Recorded data
------------

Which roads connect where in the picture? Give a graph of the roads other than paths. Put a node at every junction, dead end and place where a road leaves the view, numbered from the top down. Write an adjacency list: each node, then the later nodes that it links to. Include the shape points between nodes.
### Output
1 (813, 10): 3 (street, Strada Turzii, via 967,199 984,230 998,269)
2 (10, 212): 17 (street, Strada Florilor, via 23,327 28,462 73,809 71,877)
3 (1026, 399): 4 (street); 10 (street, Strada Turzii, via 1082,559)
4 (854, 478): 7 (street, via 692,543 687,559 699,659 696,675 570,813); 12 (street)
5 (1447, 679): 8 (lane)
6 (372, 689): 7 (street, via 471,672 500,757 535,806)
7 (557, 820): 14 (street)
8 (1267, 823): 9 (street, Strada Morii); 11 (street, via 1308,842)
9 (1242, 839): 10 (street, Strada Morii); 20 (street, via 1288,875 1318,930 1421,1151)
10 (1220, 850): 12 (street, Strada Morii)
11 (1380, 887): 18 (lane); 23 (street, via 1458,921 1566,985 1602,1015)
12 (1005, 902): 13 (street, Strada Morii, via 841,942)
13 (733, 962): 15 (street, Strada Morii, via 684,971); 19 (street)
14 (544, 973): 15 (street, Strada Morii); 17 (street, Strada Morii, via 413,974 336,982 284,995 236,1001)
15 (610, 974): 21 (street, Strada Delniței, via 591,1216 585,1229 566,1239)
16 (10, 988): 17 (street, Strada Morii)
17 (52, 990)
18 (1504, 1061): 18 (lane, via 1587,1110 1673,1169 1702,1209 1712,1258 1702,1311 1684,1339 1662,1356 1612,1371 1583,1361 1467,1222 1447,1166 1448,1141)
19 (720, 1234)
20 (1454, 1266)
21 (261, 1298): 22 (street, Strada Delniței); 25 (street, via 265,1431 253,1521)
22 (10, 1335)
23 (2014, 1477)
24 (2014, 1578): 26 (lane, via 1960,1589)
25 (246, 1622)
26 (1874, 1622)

------------

*How to complete this task*
What you return must match the records above exactly.

*Exercise response*
Which roads connect where in the picture? Give a graph of the roads other than paths. Put a node at every junction, dead end and place where a road leaves the view, numbered from the top down. Write an adjacency list: each node, then the later nodes that it links to. Include the shape points between nodes.
### Output
1 (813, 10): 3 (street, Strada Turzii, via 967,199 984,230 998,269)
2 (10, 212): 17 (street, Strada Florilor, via 23,327 28,462 73,809 71,877)
3 (1026, 399): 4 (street); 10 (street, Strada Turzii, via 1082,559)
4 (854, 478): 7 (street, via 692,543 687,559 699,659 696,675 570,813); 12 (street)
5 (1447, 679): 8 (lane)
6 (372, 689): 7 (street, via 471,672 500,757 535,806)
7 (557, 820): 14 (street)
8 (1267, 823): 9 (street, Strada Morii); 11 (street, via 1308,842)
9 (1242, 839): 10 (street, Strada Morii); 20 (street, via 1288,875 1318,930 1421,1151)
10 (1220, 850): 12 (street, Strada Morii)
11 (1380, 887): 18 (lane); 23 (street, via 1458,921 1566,985 1602,1015)
12 (1005, 902): 13 (street, Strada Morii, via 841,942)
13 (733, 962): 15 (street, Strada Morii, via 684,971); 19 (street)
14 (544, 973): 15 (street, Strada Morii); 17 (street, Strada Morii, via 413,974 336,982 284,995 236,1001)
15 (610, 974): 21 (street, Strada Delniței, via 591,1216 585,1229 566,1239)
16 (10, 988): 17 (street, Strada Morii)
17 (52, 990)
18 (1504, 1061): 18 (lane, via 1587,1110 1673,1169 1702,1209 1712,1258 1702,1311 1684,1339 1662,1356 1612,1371 1583,1361 1467,1222 1447,1166 1448,1141)
19 (720, 1234)
20 (1454, 1266)
21 (261, 1298): 22 (street, Strada Delniței); 25 (street, via 265,1431 253,1521)
22 (10, 1335)
23 (2014, 1477)
24 (2014, 1578): 26 (lane, via 1960,1589)
25 (246, 1622)
26 (1874, 1622)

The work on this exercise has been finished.